* Task requirements *
Using the records that follow, tally the lines containing the word "nodes" and state only the count.
___ Data in this exercise
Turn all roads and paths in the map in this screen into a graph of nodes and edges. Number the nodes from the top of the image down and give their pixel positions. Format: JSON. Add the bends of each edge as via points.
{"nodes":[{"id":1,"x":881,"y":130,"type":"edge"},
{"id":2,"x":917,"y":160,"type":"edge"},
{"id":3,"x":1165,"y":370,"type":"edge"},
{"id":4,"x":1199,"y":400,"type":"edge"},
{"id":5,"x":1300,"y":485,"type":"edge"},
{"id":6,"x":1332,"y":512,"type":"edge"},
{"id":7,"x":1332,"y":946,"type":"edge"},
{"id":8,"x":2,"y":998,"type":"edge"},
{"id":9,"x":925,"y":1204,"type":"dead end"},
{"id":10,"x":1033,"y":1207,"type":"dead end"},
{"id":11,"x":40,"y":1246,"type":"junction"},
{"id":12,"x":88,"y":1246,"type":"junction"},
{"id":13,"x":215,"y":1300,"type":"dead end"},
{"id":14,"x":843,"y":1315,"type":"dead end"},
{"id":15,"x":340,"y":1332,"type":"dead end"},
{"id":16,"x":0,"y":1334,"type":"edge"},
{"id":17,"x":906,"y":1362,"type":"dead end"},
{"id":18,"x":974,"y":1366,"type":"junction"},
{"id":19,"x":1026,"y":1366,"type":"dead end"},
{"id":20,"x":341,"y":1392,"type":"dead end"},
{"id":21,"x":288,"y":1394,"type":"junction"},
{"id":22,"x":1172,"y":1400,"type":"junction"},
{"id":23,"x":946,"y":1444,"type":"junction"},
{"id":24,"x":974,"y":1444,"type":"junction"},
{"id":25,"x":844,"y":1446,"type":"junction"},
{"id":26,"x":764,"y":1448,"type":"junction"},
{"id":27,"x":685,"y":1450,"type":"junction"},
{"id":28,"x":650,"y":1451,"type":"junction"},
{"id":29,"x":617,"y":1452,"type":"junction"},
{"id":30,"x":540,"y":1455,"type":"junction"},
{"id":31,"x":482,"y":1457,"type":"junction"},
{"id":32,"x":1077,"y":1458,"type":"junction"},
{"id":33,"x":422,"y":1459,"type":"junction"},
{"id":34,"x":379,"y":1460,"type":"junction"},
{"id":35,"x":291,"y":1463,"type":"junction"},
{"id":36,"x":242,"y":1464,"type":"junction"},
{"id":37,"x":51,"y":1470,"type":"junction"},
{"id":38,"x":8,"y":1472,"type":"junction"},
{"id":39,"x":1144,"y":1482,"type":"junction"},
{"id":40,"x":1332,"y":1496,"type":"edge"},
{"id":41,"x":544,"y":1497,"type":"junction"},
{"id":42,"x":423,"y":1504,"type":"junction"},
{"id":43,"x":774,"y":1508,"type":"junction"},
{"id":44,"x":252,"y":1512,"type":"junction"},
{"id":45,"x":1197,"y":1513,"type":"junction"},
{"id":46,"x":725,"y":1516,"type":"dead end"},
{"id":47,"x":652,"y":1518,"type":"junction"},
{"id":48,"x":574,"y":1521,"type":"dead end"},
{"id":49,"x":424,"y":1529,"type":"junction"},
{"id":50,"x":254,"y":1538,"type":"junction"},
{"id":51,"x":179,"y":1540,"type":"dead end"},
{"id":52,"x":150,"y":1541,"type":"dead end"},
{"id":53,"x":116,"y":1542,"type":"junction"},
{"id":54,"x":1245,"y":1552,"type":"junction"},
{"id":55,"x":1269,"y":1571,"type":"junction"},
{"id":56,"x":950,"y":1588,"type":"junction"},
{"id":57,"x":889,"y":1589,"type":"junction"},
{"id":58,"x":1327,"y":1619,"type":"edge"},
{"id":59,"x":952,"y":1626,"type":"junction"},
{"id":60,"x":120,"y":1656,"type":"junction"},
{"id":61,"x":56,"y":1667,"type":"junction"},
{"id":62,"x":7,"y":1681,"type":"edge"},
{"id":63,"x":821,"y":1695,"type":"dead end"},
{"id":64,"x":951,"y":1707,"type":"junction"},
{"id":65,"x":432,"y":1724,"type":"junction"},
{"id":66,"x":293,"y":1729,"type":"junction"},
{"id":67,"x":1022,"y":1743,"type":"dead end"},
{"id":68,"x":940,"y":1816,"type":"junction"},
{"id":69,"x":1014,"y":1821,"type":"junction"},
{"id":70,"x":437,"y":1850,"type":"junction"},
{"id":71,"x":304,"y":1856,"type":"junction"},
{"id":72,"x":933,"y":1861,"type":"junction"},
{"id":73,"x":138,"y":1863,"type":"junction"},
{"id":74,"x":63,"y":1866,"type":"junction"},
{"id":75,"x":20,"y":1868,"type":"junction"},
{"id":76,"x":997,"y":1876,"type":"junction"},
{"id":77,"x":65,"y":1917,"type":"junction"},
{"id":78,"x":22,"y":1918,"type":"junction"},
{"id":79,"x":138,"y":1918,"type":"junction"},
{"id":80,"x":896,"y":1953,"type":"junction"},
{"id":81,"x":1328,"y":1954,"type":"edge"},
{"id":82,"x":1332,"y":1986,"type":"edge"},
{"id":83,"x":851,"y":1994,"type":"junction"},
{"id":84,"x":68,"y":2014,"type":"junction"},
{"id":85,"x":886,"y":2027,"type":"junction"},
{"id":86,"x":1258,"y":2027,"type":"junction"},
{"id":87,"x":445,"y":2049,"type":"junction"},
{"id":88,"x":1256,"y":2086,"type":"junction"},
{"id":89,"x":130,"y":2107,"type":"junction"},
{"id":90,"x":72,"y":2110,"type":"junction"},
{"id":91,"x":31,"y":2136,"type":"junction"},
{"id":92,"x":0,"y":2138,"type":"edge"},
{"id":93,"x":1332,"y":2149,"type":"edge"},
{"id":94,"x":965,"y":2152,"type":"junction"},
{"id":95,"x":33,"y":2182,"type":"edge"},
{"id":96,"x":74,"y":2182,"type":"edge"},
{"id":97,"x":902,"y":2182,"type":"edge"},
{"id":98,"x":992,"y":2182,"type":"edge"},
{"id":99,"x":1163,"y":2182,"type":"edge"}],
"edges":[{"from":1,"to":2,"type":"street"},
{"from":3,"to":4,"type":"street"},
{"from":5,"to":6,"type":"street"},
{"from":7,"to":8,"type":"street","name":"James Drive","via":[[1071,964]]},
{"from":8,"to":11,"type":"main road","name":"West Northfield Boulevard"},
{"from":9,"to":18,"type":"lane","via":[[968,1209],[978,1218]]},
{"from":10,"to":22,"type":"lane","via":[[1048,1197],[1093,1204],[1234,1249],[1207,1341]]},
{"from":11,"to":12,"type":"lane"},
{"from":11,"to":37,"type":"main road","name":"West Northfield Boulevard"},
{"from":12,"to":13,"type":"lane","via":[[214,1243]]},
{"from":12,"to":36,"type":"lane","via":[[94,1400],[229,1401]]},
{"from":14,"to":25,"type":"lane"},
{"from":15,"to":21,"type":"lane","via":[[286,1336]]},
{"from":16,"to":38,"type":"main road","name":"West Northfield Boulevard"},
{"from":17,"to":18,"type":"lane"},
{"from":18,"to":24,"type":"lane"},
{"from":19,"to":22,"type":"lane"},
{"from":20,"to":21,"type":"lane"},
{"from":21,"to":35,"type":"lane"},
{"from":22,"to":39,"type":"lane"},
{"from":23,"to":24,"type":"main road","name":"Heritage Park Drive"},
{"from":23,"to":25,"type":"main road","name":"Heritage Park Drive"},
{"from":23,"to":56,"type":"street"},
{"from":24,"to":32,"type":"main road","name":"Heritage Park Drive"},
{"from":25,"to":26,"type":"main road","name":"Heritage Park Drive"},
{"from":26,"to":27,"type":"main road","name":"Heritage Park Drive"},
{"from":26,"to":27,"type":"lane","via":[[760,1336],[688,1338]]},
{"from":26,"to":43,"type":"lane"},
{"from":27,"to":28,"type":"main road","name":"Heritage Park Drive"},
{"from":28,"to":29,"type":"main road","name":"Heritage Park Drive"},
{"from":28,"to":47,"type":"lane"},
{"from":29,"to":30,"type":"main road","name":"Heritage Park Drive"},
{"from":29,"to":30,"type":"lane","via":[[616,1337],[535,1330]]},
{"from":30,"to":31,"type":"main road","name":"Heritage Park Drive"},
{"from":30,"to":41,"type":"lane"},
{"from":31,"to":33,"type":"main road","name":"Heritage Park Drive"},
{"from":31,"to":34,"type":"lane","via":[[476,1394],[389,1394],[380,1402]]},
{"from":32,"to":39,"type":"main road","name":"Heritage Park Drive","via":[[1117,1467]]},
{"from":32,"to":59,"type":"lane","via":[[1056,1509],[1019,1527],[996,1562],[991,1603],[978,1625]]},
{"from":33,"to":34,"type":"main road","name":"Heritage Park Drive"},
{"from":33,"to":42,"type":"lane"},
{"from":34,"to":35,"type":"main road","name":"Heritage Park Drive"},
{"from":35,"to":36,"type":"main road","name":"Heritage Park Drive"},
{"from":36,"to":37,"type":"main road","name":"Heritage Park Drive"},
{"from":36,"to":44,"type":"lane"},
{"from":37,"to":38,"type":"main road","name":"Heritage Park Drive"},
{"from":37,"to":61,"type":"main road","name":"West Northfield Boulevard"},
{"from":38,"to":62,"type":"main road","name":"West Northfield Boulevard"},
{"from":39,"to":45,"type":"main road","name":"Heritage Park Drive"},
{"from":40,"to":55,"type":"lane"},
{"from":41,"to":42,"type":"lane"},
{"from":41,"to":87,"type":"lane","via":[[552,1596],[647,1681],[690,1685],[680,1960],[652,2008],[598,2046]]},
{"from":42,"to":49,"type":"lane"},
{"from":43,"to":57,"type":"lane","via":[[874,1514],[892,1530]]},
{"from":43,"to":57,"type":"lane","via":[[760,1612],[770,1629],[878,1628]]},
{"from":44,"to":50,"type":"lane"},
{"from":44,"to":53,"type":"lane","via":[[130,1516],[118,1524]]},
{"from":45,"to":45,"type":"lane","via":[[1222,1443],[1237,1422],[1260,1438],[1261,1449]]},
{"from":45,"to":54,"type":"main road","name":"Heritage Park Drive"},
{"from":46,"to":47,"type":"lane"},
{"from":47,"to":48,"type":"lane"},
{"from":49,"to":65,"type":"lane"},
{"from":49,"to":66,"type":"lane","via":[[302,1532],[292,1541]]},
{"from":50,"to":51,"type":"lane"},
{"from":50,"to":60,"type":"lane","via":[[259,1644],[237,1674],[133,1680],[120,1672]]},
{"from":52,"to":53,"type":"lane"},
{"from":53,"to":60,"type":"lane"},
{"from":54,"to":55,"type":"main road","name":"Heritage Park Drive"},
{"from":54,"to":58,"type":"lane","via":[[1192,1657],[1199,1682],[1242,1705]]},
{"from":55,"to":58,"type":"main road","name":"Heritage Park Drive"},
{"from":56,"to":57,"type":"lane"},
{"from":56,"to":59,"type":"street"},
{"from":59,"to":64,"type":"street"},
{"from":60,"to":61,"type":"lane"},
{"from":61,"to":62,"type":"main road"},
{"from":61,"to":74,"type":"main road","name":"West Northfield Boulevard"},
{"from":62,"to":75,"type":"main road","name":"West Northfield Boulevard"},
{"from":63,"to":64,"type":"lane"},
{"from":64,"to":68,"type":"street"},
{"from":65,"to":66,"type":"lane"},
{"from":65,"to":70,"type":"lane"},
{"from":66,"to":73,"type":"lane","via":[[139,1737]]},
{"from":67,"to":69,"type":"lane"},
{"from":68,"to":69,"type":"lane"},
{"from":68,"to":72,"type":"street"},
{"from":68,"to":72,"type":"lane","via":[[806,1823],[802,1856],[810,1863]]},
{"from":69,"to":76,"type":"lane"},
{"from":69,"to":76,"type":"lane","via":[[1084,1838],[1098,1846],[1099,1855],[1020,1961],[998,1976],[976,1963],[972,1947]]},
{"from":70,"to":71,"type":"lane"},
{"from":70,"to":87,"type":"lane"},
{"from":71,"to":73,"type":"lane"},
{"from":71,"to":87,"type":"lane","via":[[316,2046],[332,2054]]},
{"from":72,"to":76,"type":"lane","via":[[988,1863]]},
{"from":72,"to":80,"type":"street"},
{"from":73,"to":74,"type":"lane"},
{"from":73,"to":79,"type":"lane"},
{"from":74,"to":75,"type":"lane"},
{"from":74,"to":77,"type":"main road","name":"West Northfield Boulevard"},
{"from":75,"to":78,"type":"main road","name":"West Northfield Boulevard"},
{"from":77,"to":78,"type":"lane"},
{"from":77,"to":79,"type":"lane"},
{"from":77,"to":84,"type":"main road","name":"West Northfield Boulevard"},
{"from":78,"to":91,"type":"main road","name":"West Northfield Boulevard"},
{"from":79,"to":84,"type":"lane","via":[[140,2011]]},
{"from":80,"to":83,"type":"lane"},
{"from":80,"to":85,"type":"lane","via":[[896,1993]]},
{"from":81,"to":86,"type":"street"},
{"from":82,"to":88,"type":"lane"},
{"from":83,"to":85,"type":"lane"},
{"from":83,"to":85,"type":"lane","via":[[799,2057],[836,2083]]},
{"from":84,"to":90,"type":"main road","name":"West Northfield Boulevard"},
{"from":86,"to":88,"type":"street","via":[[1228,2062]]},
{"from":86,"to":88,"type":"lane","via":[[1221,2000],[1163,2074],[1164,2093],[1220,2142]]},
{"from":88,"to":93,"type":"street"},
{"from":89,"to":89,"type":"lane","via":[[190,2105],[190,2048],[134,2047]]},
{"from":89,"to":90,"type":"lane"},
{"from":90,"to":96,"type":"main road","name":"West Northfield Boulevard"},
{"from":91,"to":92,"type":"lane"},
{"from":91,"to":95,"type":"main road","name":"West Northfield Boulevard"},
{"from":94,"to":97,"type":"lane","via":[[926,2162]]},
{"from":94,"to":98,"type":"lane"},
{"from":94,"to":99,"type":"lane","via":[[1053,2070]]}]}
______
* Solved exercise *
2